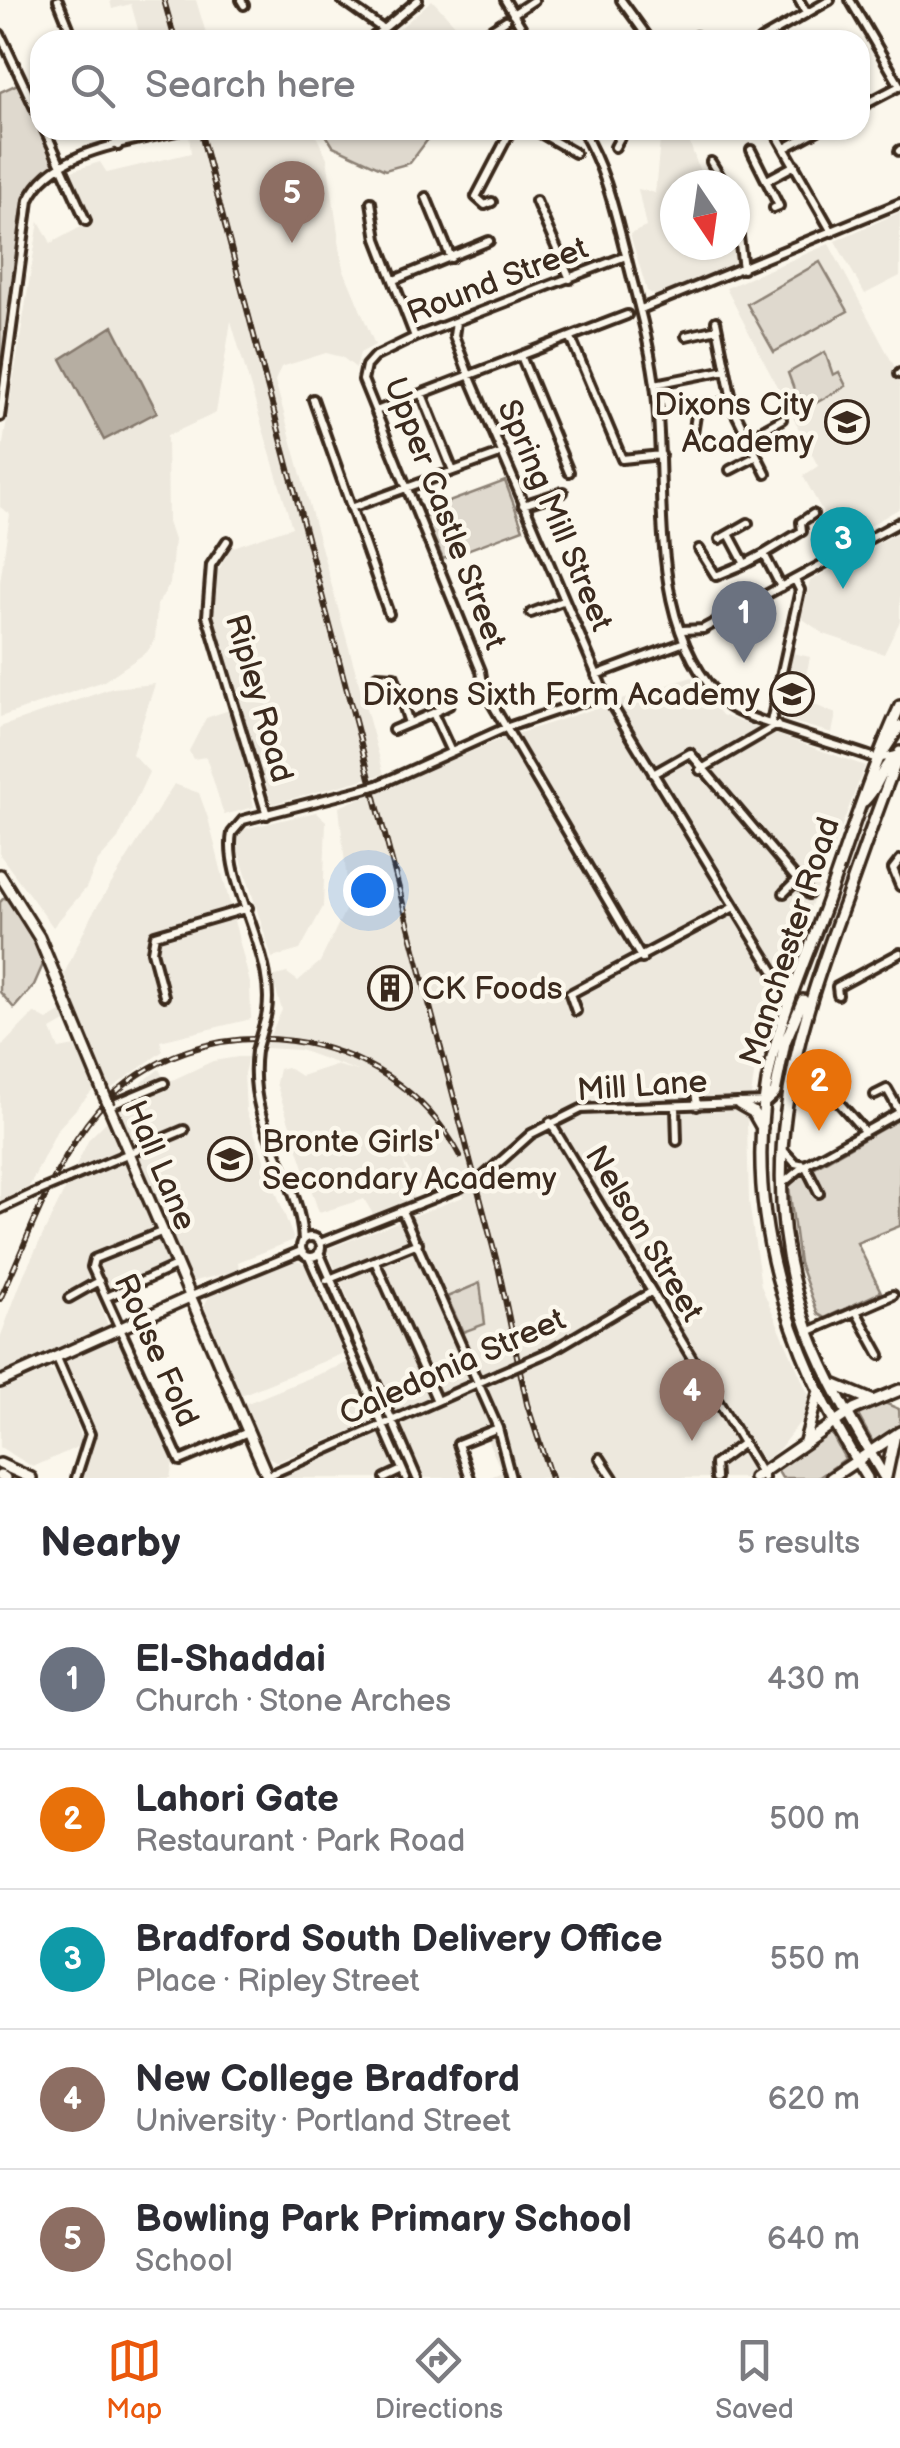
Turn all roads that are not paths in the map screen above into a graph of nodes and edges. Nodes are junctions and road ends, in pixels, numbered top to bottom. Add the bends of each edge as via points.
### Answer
1 (58, 0) edge
2 (342, 0) edge
3 (418, 0) edge
4 (505, 0) edge
5 (534, 0) edge
6 (621, 0) edge
7 (799, 0) edge
8 (830, 0) edge
9 (850, 0) edge
10 (806, 12) junction
11 (513, 14) junction
12 (506, 20) dead end
13 (383, 29) joint
14 (70, 30) edge
15 (491, 30) edge
16 (523, 30) edge
17 (643, 30) edge
18 (776, 30) edge
19 (867, 30) edge
20 (0, 34) edge
21 (870, 36) edge
22 (900, 86) edge
23 (30, 98) edge
24 (870, 102) edge
25 (50, 140) edge
26 (115, 140) edge
27 (141, 140) edge
28 (506, 140) edge
29 (552, 140) edge
30 (588, 140) edge
31 (619, 140) edge
32 (780, 140) edge
33 (800, 140) edge
34 (118, 146) junction
35 (615, 147) dead end
36 (785, 148) junction
37 (752, 150) dead end
38 (575, 153) dead end
39 (711, 162) dead end
40 (61, 166) junction
41 (795, 166) junction
42 (713, 170) edge
43 (768, 180) junction
44 (426, 198) dead end
45 (536, 201) dead end
46 (370, 202) dead end
47 (492, 202) dead end
48 (900, 204) edge
49 (774, 208) dead end
50 (86, 221) dead end
51 (832, 232) junction
52 (489, 241) dead end
53 (626, 256) junction
54 (451, 258) junction
55 (742, 260) edge
56 (743, 269) junction
57 (570, 279) junction
58 (394, 280) junction
59 (641, 309) junction
60 (627, 316) dead end
61 (456, 322) junction
62 (686, 336) dead end
63 (415, 337) junction
64 (571, 338) junction
65 (386, 350) joint
66 (522, 356) junction
67 (726, 370) junction
68 (469, 375) junction
69 (655, 384) junction
70 (422, 394) junction
71 (314, 399) dead end
72 (731, 400) junction
73 (376, 411) junction
74 (0, 417) edge
75 (782, 418) dead end
76 (692, 434) dead end
77 (748, 438) junction
78 (504, 452) junction
79 (661, 454) junction
80 (757, 456) junction
81 (730, 470) dead end
82 (453, 471) junction
83 (569, 472) dead end
84 (766, 474) dead end
85 (406, 488) junction
86 (563, 492) dead end
87 (523, 505) junction
88 (351, 508) junction
89 (812, 514) dead end
90 (900, 522) edge
91 (748, 523) dead end
92 (729, 534) junction
93 (720, 539) dead end
94 (227, 541) dead end
95 (710, 545) dead end
96 (764, 554) junction
97 (744, 564) junction
98 (795, 580) junction
99 (781, 587) junction
100 (565, 600) junction
101 (530, 613) dead end
102 (389, 614) dead end
103 (682, 630) junction
104 (682, 643) junction
105 (695, 659) junction
106 (683, 664) dead end
107 (596, 675) junction
108 (377, 676) dead end
109 (605, 694) junction
110 (449, 705) dead end
111 (900, 706) edge
112 (433, 713) junction
113 (409, 723) junction
114 (774, 723) junction
115 (900, 726) edge
116 (505, 728) junction
117 (393, 730) dead end
118 (451, 752) junction
119 (900, 754) edge
120 (877, 758) junction
121 (700, 770) junction
122 (653, 774) junction
123 (862, 803) junction
124 (267, 815) junction
125 (900, 860) edge
126 (0, 875) edge
127 (796, 881) junction
128 (900, 886) edge
129 (784, 893) dead end
130 (809, 894) dead end
131 (734, 907) junction
132 (248, 908) junction
133 (900, 953) edge
134 (642, 959) junction
135 (819, 975) junction
136 (779, 980) junction
137 (799, 980) junction
138 (838, 995) dead end
139 (164, 996) dead end
140 (790, 1004) junction
141 (576, 1011) dead end
142 (822, 1073) dead end
143 (164, 1083) dead end
144 (695, 1091) dead end
145 (875, 1095) dead end
146 (765, 1102) junction
147 (739, 1104) junction
148 (109, 1106) junction
149 (676, 1106) junction
150 (697, 1106) junction
151 (784, 1108) junction
152 (900, 1112) edge
153 (550, 1122) junction
154 (184, 1130) dead end
155 (763, 1131) junction
156 (865, 1132) junction
157 (677, 1141) dead end
158 (780, 1146) junction
159 (129, 1154) junction
160 (806, 1165) junction
161 (484, 1176) tunnel mouth
162 (460, 1187) tunnel mouth
163 (780, 1188) junction
164 (819, 1194) dead end
165 (0, 1209) edge
166 (402, 1211) junction
167 (302, 1223) junction
168 (161, 1232) junction
169 (303, 1240) junction
170 (418, 1243) junction
171 (318, 1244) junction
172 (302, 1250) junction
173 (309, 1257) junction
174 (375, 1261) junction
175 (176, 1266) junction
176 (327, 1280) junction
177 (99, 1281) junction
178 (651, 1292) junction
179 (893, 1294) dead end
180 (107, 1297) junction
181 (190, 1297) junction
182 (68, 1298) dead end
183 (856, 1313) junction
184 (122, 1330) junction
185 (808, 1332) junction
186 (876, 1354) dead end
187 (57, 1358) junction
188 (0, 1382) edge
189 (479, 1383) junction
190 (832, 1383) junction
191 (900, 1390) edge
192 (818, 1391) junction
193 (882, 1395) junction
194 (871, 1400) junction
195 (437, 1401) junction
196 (900, 1401) edge
197 (848, 1413) junction
198 (392, 1421) junction
199 (835, 1422) junction
200 (383, 1425) junction
201 (498, 1428) junction
202 (248, 1432) junction
203 (897, 1434) edge
204 (742, 1444) junction
205 (804, 1444) junction
206 (870, 1453) junction
207 (600, 1458) dead end
208 (856, 1461) junction
209 (0, 1464) edge
210 (412, 1465) junction
211 (404, 1474) edge
212 (267, 1477) edge
213 (759, 1477) edge
214 (31, 1478) edge
215 (76, 1478) edge
216 (386, 1478) edge
217 (418, 1478) edge
218 (470, 1478) edge
219 (511, 1478) edge
220 (613, 1478) edge
221 (716, 1478) edge
222 (831, 1478) edge
223 (867, 1478) edge
224 (885, 1478) edge

1 - 14 street
2 - 13 street
3 - 13 street
4 - 11 street
5 - 11 street
6 - 17 street
7 - 10 street
8 - 10 street
9 - 19 street
10 - 18 street
11 - 16 street
12 - 15 street
20 - 23 street
21 - 22 street
22 - 24 street
25 - 40 street
26 - 34 street
27 - 34 street
28 - 47 street via 474,195
29 - 38 street
30 - 53 street via 606,171
31 - 35 street
32 - 36 street
33 - 36 street
34 - 40 street
36 - 41 street
37 - 43 street
39 - 42 street
40 - 50 street
40 - 74 street via 48,171 30,200
41 - 43 street
41 - 51 street
43 - 49 street via 779,206
44 - 54 street
45 - 57 street
46 - 58 street
48 - 51 street
51 - 56 street
52 - 54 street
53 - 57 street, Round Street
53 - 59 street
54 - 58 street
55 - 56 street
56 - 59 street
57 - 61 street, Round Street
58 - 63 street
59 - 69 street
60 - 64 street
61 - 63 street, Round Street
61 - 68 street, Spring Mill Street via 454,336
62 - 67 street via 716,325
63 - 65 street, Round Street
64 - 66 street
64 - 79 street via 627,461
65 - 73 street, Upper Castle Street via 366,366 363,380
66 - 68 street
66 - 83 street
67 - 69 street
67 - 72 street
68 - 70 street
68 - 78 street, Spring Mill Street
69 - 79 street
70 - 73 street
70 - 82 street
71 - 88 street
72 - 76 street via 697,409
72 - 77 street
73 - 85 street, Upper Castle Street
75 - 77 street
77 - 80 street
78 - 82 street
78 - 87 street, Spring Mill Street
79 - 103 street via 664,554
80 - 81 street
80 - 84 street
82 - 85 street
85 - 88 street
85 - 116 street, Upper Castle Street
86 - 87 street
87 - 100 street, Spring Mill Street
88 - 102 street
89 - 96 street via 801,522 805,532
90 - 98 street
91 - 92 street
92 - 93 street
92 - 97 street
94 - 124 street, Ripley Road via 211,565 206,616
95 - 97 street via 701,551 716,576
96 - 97 street
96 - 99 street
98 - 99 street
98 - 114 street via 800,590
99 - 103 street via 702,629
100 - 101 street
100 - 107 street, Spring Mill Street
103 - 104 street
104 - 105 street
104 - 107 street
105 - 106 street
105 - 114 street via 728,706
107 - 109 street, Spring Mill Street
108 - 113 street via 394,677
109 - 116 street
109 - 122 street, Spring Mill Street
110 - 112 street
111 - 120 main road, Manchester Road
112 - 113 street
112 - 118 street
113 - 117 street
114 - 120 street
114 - 121 street
115 - 120 main road via 890,749
116 - 118 street
116 - 134 street, Upper Castle Street
118 - 124 street, bridge via 378,784
119 - 120 street
119 - 123 main road via 885,764
119 - 135 main road, Manchester Road
120 - 123 main road, Manchester Road
121 - 122 street via 690,753
121 - 127 street
122 - 131 street, Spring Mill Street
123 - 137 main road, Manchester Road
124 - 132 street via 234,827 230,840
125 - 128 street via 891,871
126 - 148 main road, Hall Lane, bridge via 39,937
127 - 129 street
127 - 130 street
131 - 134 street
131 - 136 street, Spring Mill Street
132 - 139 street via 155,935 152,950
132 - 167 street, bridge via 266,978 254,1100
133 - 138 street via 837,986
134 - 141 street via 570,994
135 - 146 main road via 785,1042 775,1093
135 - 151 main road, Manchester Road
136 - 137 street
136 - 140 street, Spring Mill Street
137 - 140 main road, Manchester Road
140 - 146 main road, Manchester Road
142 - 156 street
143 - 148 street
144 - 150 street
145 - 152 street via 887,1090
146 - 147 street, Mill Lane
146 - 151 main road
146 - 155 main road, Manchester Road
147 - 150 street, Mill Lane
147 - 155 main road via 753,1112
148 - 159 main road, Hall Lane
149 - 150 street, Mill Lane
149 - 153 street, Mill Lane via 581,1109
149 - 157 street
151 - 158 main road, Manchester Road
152 - 156 street
153 - 161 street, Mill Lane
153 - 178 street, Nelson Street
154 - 159 street
155 - 192 main road, Manchester Road via 764,1200 776,1273
156 - 160 street
158 - 160 street
158 - 163 main road, Manchester Road
159 - 165 street, bridge
159 - 168 main road, Hall Lane
160 - 163 street
160 - 164 street
162 - 166 street
163 - 185 main road, Manchester Road
166 - 170 street
166 - 171 street
167 - 169 street
167 - 171 street
168 - 175 main road, Hall Lane
168 - 177 street, Rouse Fold via 94,1259
169 - 171 street
169 - 172 street
170 - 174 street
170 - 189 street
171 - 173 street
171 - 176 street
172 - 173 street
172 - 181 street
173 - 176 street
174 - 176 street
174 - 195 street
175 - 180 street
175 - 181 main road, Hall Lane
176 - 198 street
176 - 200 street
177 - 180 street, Rouse Fold
177 - 182 street
178 - 189 street, Caledonia Street, bridge via 551,1351
178 - 204 street, Nelson Street
179 - 183 street
180 - 184 street, Rouse Fold
181 - 184 main road
181 - 202 main road, Hall Lane
183 - 185 street
183 - 186 street
184 - 187 main road
184 - 202 street, Rouse Fold via 180,1461
185 - 190 main road, Manchester Road
187 - 188 main road
187 - 215 street via 90,1434
189 - 195 street, Caledonia Street
189 - 201 street
190 - 194 main road
190 - 197 main road, Manchester Road
191 - 193 main road
192 - 199 main road, Manchester Road
192 - 205 main road
193 - 194 main road
193 - 196 main road
194 - 197 main road
195 - 198 street, Caledonia Street
197 - 199 main road
197 - 206 main road, Manchester Road
198 - 200 street, Caledonia Street
198 - 210 street
199 - 205 main road
199 - 208 main road, Manchester Road
200 - 211 street
200 - 212 street, Caledonia Street
201 - 218 street via 458,1444
201 - 219 street
202 - 212 main road, Hall Lane
203 - 206 main road
203 - 224 main road
204 - 213 street, Nelson Street
204 - 221 street via 716,1464
205 - 213 main road
206 - 208 main road
206 - 224 main road, Manchester Road
207 - 220 street
208 - 222 main road
208 - 223 main road, Manchester Road
209 - 214 main road
210 - 211 street
210 - 217 street
211 - 216 street

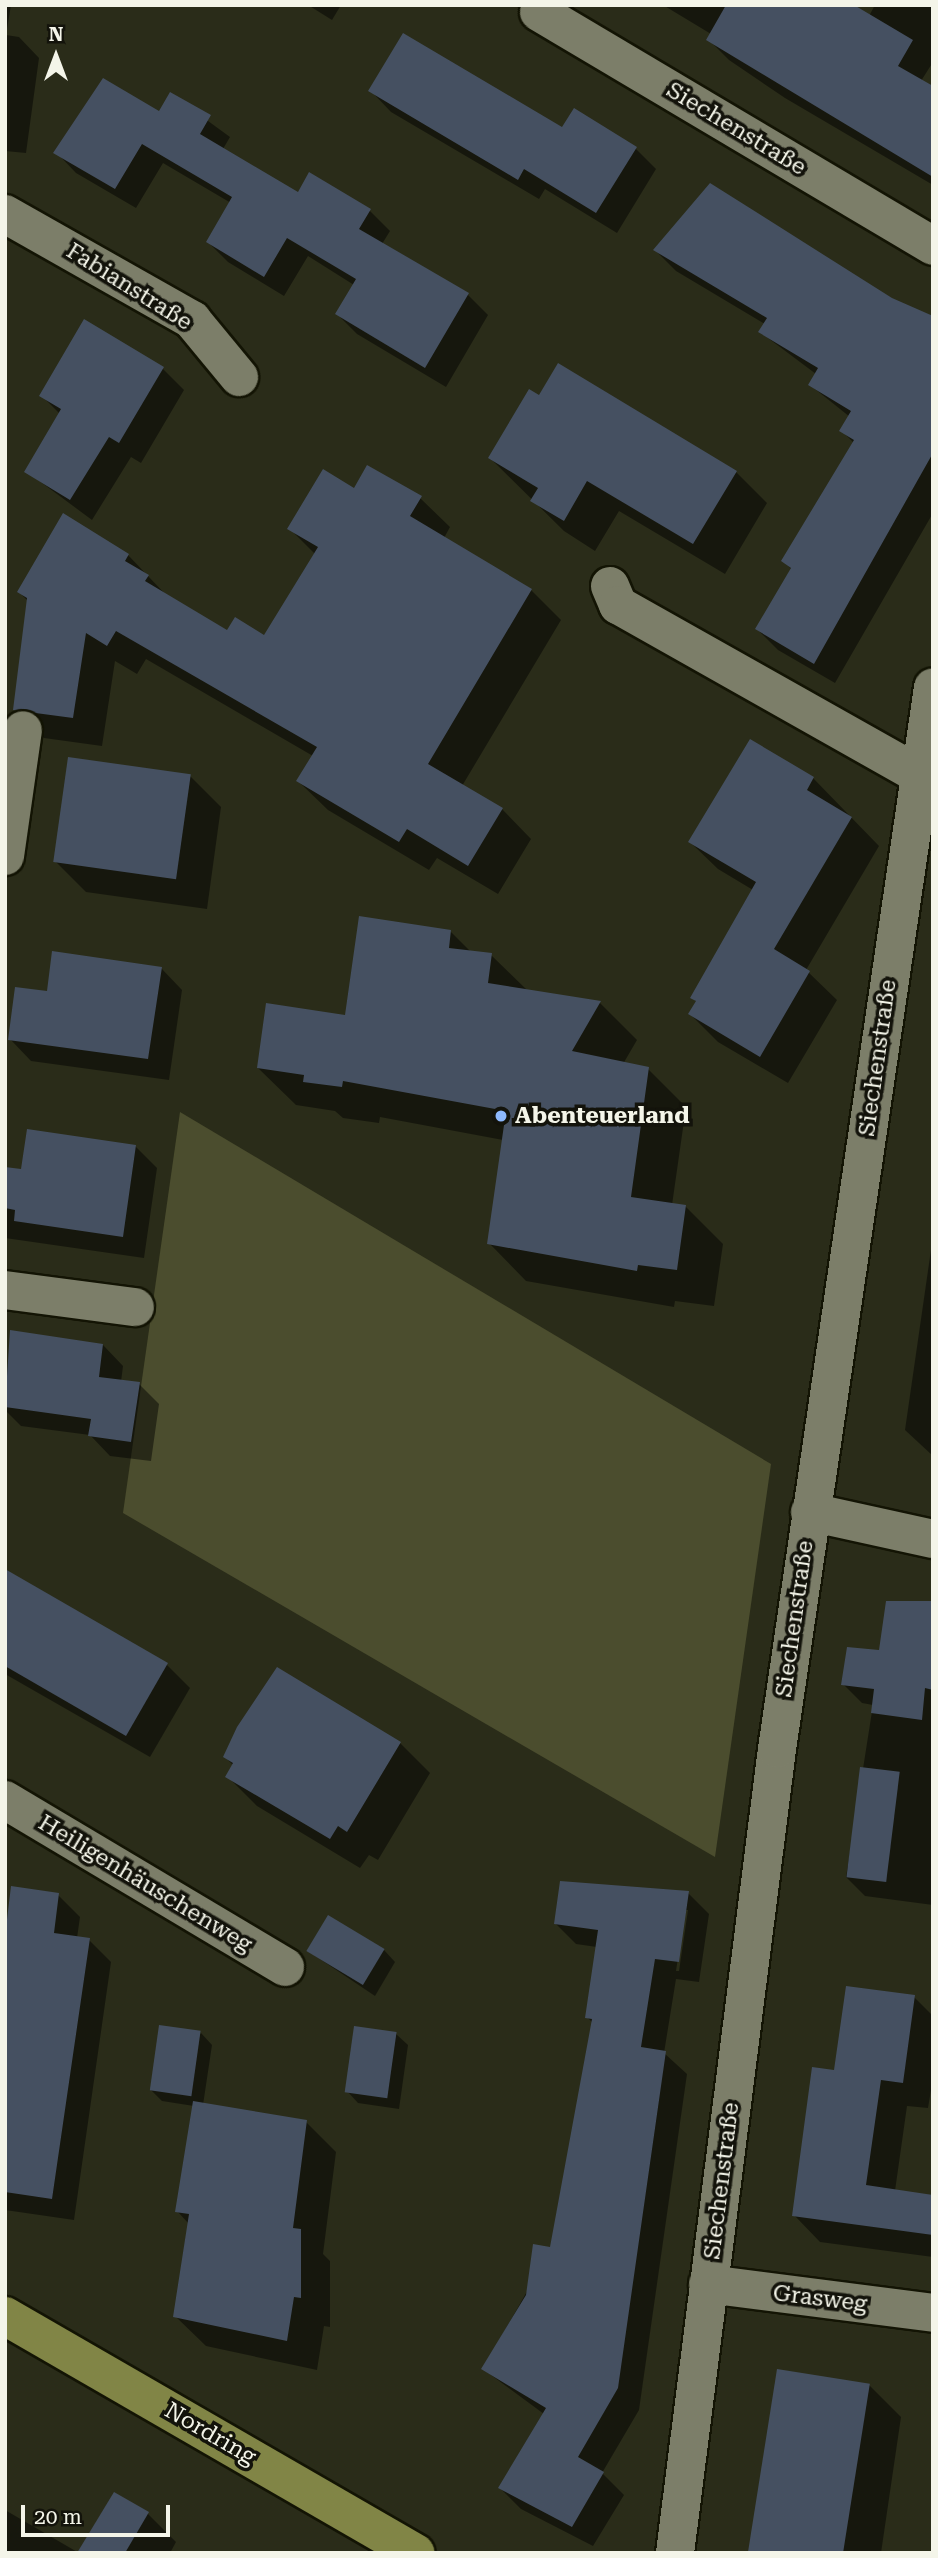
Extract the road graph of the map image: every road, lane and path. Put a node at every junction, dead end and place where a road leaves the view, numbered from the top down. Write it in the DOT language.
graph roads {
  1 [pos="539,12"];
  2 [pos="5,214"];
  3 [pos="933,246"];
  4 [pos="239,377"];
  5 [pos="610,586"];
  6 [pos="933,687"];
  7 [pos="23,730"];
  8 [pos="920,775"];
  9 [pos="5,856"];
  10 [pos="5,1290"];
  11 [pos="135,1307"];
  12 [pos="810,1512"];
  13 [pos="933,1539"];
  14 [pos="5,1800"];
  15 [pos="285,1967"];
  16 [pos="708,2284"];
  17 [pos="933,2313"];
  18 [pos="5,2316"];
  19 [pos="415,2553"];
  20 [pos="675,2553"];
  1 -- 3 [label="street, Siechenstraße"];
  2 -- 4 [label="street, Fabianstraße"];
  5 -- 8 [label="street"];
  6 -- 8 [label="street, Siechenstraße"];
  7 -- 9 [label="street"];
  8 -- 12 [label="street, Siechenstraße"];
  10 -- 11 [label="street"];
  12 -- 13 [label="street"];
  12 -- 16 [label="street, Siechenstraße"];
  14 -- 15 [label="street, Heiligenhäuschenweg"];
  16 -- 17 [label="street, Grasweg"];
  16 -- 20 [label="street, Siechenstraße"];
  18 -- 19 [label="main road, Nordring"];
}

================

**GOAL OF THE EXERCISE**
Every line holding the word "tunnel" should be copied out of the records above.

**TASK SOLUTION**
161 (484, 1176) tunnel mouth
162 (460, 1187) tunnel mouth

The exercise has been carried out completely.